By connecting more than 64 computers together into a supercomputer, U associate professor of materials science and engineering Feng Liu proved a microscope could capture images of atoms and their “wings.”
His study was recently accepted for publication in Physical Review Letters journal and will help scientists better understand the bonds between atoms, which can aid in the development of stronger materials and machines.
With the help of the supercomputer, Liu showed images of electrons as they made wing-shaped orbital paths around atoms.
Although other scientists have attempted this previously, their work was considered inconclusive. Liu claimed his research does “not assume how the atoms interact with each other.
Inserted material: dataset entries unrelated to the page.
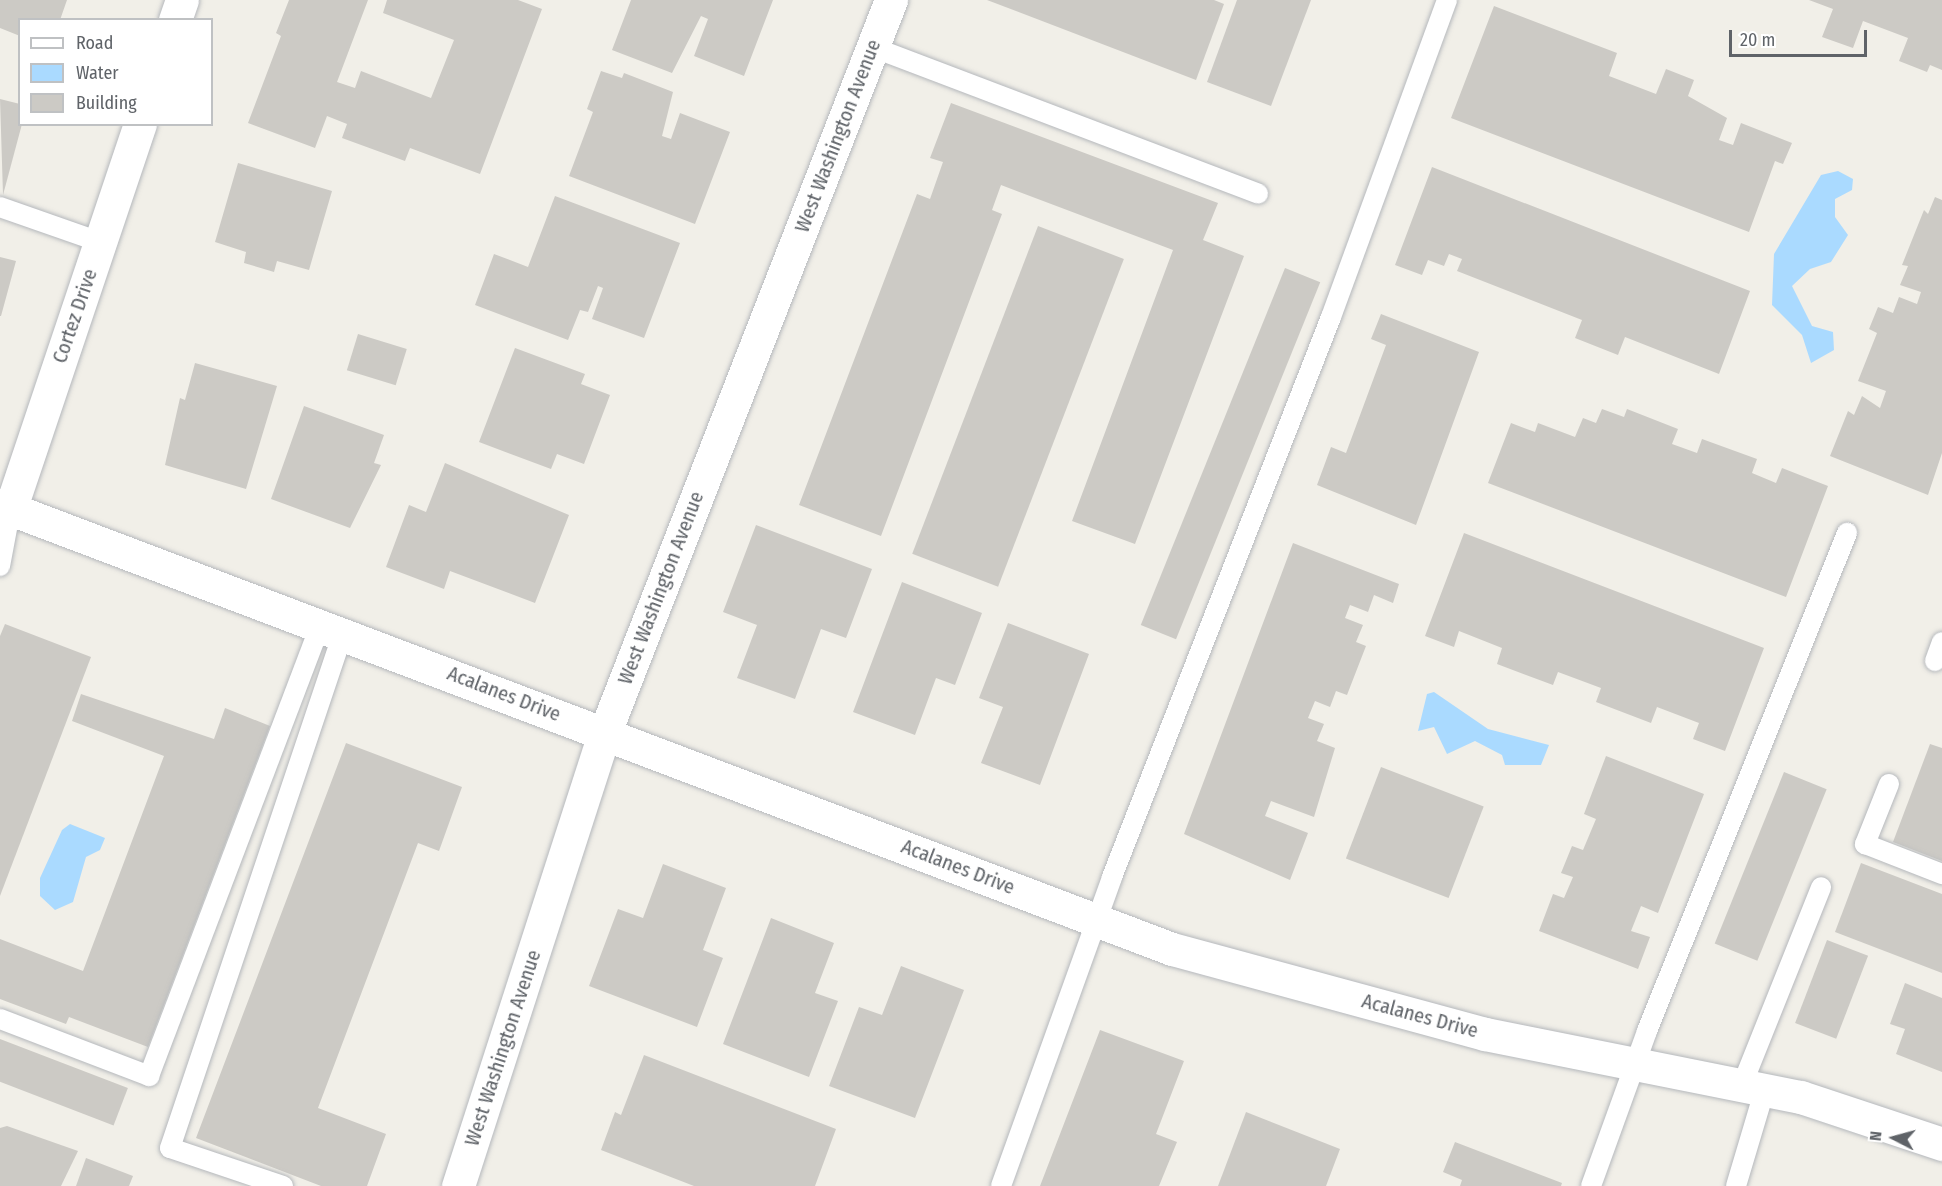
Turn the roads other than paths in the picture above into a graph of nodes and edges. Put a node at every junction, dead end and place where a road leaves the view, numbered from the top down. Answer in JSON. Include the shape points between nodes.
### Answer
{"nodes":[{"id":1,"x":182,"y":0,"type":"edge"},
{"id":2,"x":891,"y":0,"type":"edge"},
{"id":3,"x":1447,"y":0,"type":"edge"},
{"id":4,"x":176,"y":18,"type":"edge"},
{"id":5,"x":872,"y":47,"type":"junction"},
{"id":6,"x":139,"y":126,"type":"edge"},
{"id":7,"x":1258,"y":194,"type":"dead end"},
{"id":8,"x":0,"y":207,"type":"edge"},
{"id":9,"x":100,"y":242,"type":"junction"},
{"id":10,"x":5,"y":506,"type":"edge"},
{"id":11,"x":1846,"y":532,"type":"dead end"},
{"id":12,"x":0,"y":566,"type":"edge"},
{"id":13,"x":332,"y":629,"type":"junction"},
{"id":14,"x":1942,"y":642,"type":"edge"},
{"id":15,"x":1935,"y":661,"type":"dead end"},
{"id":16,"x":605,"y":732,"type":"junction"},
{"id":17,"x":1889,"y":784,"type":"dead end"},
{"id":18,"x":1942,"y":874,"type":"edge"},
{"id":19,"x":1821,"y":887,"type":"dead end"},
{"id":20,"x":1097,"y":920,"type":"junction"},
{"id":21,"x":0,"y":1019,"type":"edge"},
{"id":22,"x":1635,"y":1064,"type":"junction"},
{"id":23,"x":1754,"y":1087,"type":"junction"},
{"id":24,"x":1942,"y":1144,"type":"edge"},
{"id":25,"x":283,"y":1186,"type":"edge"},
{"id":26,"x":458,"y":1186,"type":"edge"},
{"id":27,"x":1001,"y":1186,"type":"edge"},
{"id":28,"x":1591,"y":1186,"type":"edge"},
{"id":29,"x":1736,"y":1186,"type":"edge"}],
"edges":[{"from":1,"to":4,"type":"street"},
{"from":2,"to":5,"type":"street","name":"West Washington Avenue"},
{"from":3,"to":20,"type":"lane","via":[[1331,317]]},
{"from":5,"to":7,"type":"lane"},
{"from":5,"to":16,"type":"street","name":"West Washington Avenue"},
{"from":6,"to":9,"type":"street","name":"Cortez Drive"},
{"from":8,"to":9,"type":"lane"},
{"from":9,"to":10,"type":"street","name":"Cortez Drive"},
{"from":10,"to":12,"type":"lane"},
{"from":10,"to":13,"type":"street","name":"Acalanes Drive"},
{"from":11,"to":22,"type":"lane"},
{"from":13,"to":16,"type":"street","name":"Acalanes Drive"},
{"from":13,"to":21,"type":"lane","via":[[272,757],[149,1076]]},
{"from":13,"to":25,"type":"lane","via":[[170,1148]]},
{"from":14,"to":15,"type":"lane"},
{"from":16,"to":20,"type":"street","name":"Acalanes Drive"},
{"from":16,"to":26,"type":"street","name":"West Washington Avenue"},
{"from":17,"to":18,"type":"lane","via":[[1865,844]]},
{"from":19,"to":23,"type":"lane"},
{"from":20,"to":22,"type":"street","name":"Acalanes Drive","via":[[1172,949],[1485,1034]]},
{"from":20,"to":27,"type":"lane"},
{"from":22,"to":23,"type":"street","name":"Acalanes Drive"},
{"from":22,"to":28,"type":"lane"},
{"from":23,"to":24,"type":"street","name":"Acalanes Drive"},
{"from":23,"to":29,"type":"lane"}]}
It solves them exactly.”
This proof led to the publication of his work in what Liu called “the most prestigious journal in all the fields of physics.”
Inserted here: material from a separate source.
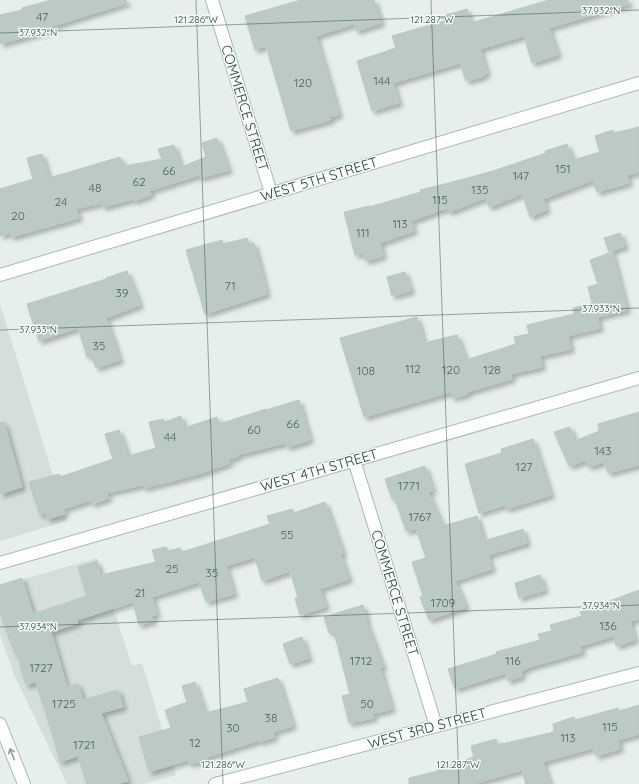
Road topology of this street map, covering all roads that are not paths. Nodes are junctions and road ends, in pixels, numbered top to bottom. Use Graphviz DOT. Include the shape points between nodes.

To better explain his research, Liu said an atomic force microscope is used to “map out surface images of an atom.” An atom has rapidly moving electrons surrounding it, which can look like wings.
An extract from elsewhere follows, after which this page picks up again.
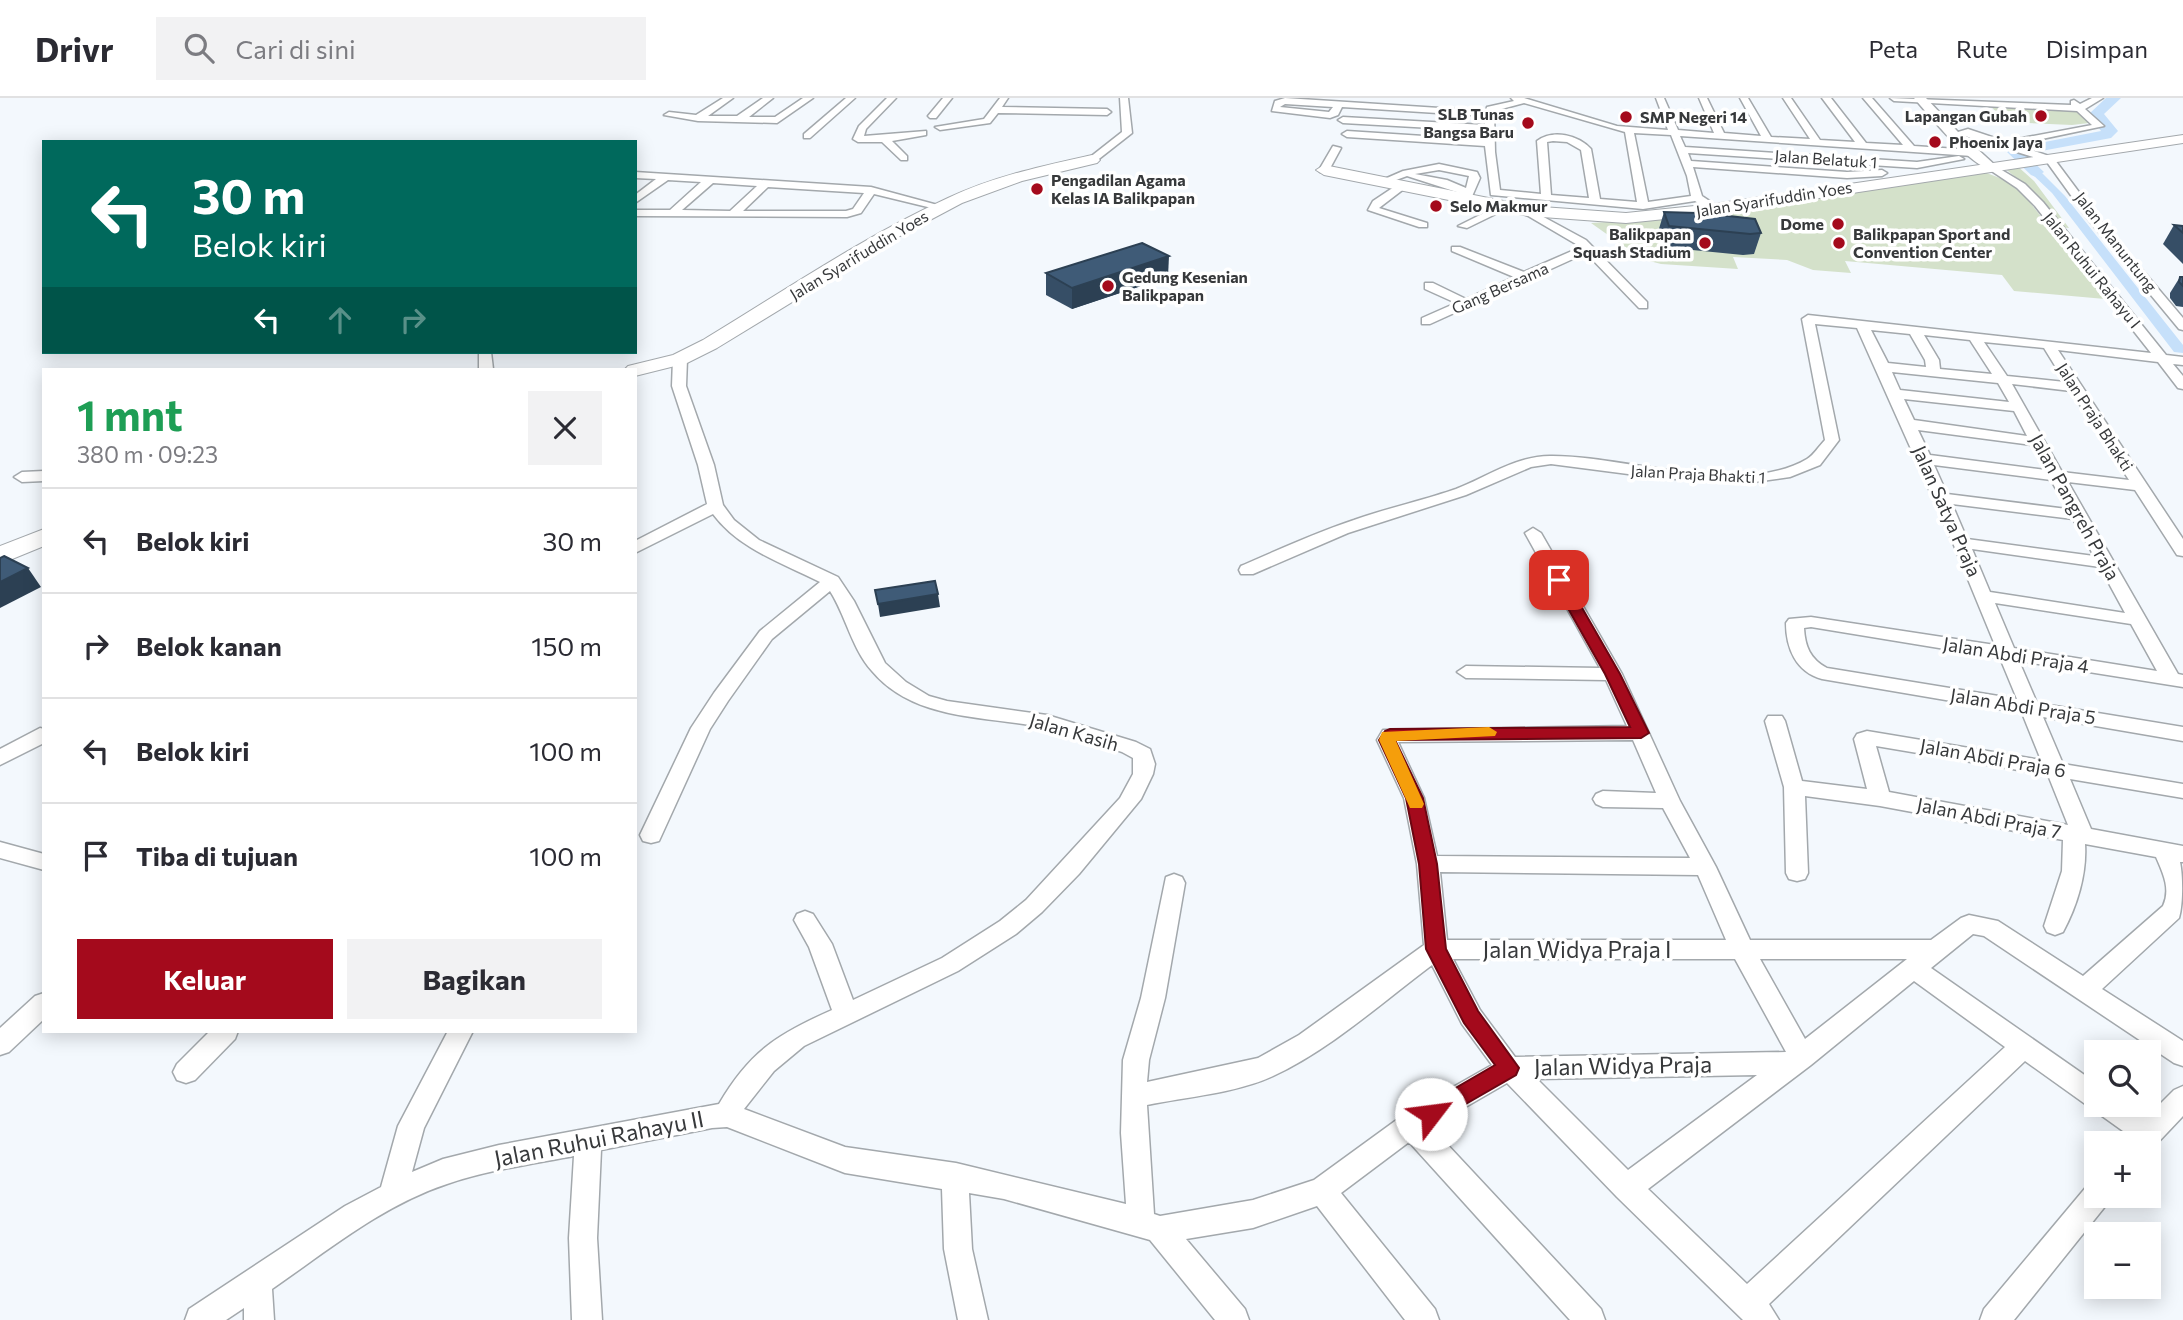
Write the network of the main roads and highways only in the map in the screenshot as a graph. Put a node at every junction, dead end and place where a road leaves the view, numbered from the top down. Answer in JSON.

With the supercomputer-which simulates an atomic force microscope-and after six months of calculations, Liu was rewarded with an image of an atom and its orbiting electrons.
The images can help industries design better metals and machines in the future by helping to reveal defects in industrial materials.
“When there is a defect, the remaining atoms around the defect will rearrange themselves. The study will help us see how atoms bond around defect sites. This is important, because surface defects play an important role in the growth of new materials,” Liu said.
According to Liu, his research can help scientists construct materials and machines “atom by atom…If we can see not only atoms but also their atomic orbital, it will assist us to assemble them on surface the way we want.”
The point of controversy in previous studies was the question of whether the atomic force microscope was completely accurate. Because Liu used a supercomputer to simulate the microscope, he claimed he calculated the bond between atoms without using approximations, proving atoms can be imaged.